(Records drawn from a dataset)
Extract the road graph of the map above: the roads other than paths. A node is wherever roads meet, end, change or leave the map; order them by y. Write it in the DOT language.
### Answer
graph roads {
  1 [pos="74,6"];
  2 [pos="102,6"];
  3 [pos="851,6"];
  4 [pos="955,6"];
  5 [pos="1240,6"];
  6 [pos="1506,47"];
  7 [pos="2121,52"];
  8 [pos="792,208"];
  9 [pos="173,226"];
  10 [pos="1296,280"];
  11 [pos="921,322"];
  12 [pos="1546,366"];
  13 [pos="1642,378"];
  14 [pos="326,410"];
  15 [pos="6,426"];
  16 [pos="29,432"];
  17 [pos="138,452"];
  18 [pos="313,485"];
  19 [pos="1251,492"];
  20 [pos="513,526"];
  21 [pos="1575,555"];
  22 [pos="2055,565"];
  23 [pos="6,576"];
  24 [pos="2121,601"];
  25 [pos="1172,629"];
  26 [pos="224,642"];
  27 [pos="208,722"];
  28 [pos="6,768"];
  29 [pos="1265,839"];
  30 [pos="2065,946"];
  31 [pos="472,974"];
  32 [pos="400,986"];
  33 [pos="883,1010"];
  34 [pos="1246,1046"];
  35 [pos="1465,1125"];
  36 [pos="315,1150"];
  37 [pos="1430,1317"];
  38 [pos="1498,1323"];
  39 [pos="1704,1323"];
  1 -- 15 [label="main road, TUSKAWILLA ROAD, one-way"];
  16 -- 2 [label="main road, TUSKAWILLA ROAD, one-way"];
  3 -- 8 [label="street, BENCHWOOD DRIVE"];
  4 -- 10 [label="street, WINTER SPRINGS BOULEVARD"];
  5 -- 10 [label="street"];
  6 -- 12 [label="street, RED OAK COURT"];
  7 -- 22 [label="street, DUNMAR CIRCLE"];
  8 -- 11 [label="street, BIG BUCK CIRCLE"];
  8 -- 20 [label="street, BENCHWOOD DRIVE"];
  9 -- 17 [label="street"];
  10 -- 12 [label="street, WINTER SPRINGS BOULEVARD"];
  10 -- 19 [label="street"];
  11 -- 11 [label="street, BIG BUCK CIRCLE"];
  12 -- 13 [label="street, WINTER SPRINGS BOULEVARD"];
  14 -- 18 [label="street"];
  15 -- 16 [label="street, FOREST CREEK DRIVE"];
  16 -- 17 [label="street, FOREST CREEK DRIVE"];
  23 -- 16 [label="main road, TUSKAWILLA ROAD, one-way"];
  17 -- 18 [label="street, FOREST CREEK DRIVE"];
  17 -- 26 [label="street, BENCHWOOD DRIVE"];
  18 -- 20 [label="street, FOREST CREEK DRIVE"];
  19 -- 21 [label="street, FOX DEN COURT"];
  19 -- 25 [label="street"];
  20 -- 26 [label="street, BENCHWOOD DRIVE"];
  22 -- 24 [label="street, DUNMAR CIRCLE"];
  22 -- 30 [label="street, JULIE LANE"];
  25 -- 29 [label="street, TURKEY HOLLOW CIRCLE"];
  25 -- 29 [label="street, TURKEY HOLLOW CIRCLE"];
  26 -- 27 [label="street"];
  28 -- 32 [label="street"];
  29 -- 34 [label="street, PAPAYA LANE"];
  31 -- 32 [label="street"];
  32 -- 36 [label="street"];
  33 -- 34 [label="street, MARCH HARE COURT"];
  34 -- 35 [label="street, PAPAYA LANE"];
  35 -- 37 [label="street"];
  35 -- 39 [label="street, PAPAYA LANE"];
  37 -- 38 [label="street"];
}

◆ **About this exercise**: Go through the entries and filter for lines holding the word "SPRINGS"; copy each match.

◆ **Task response**:
  4 -- 10 [label="street, WINTER SPRINGS BOULEVARD"];
  10 -- 12 [label="street, WINTER SPRINGS BOULEVARD"];
  12 -- 13 [label="street, WINTER SPRINGS BOULEVARD"];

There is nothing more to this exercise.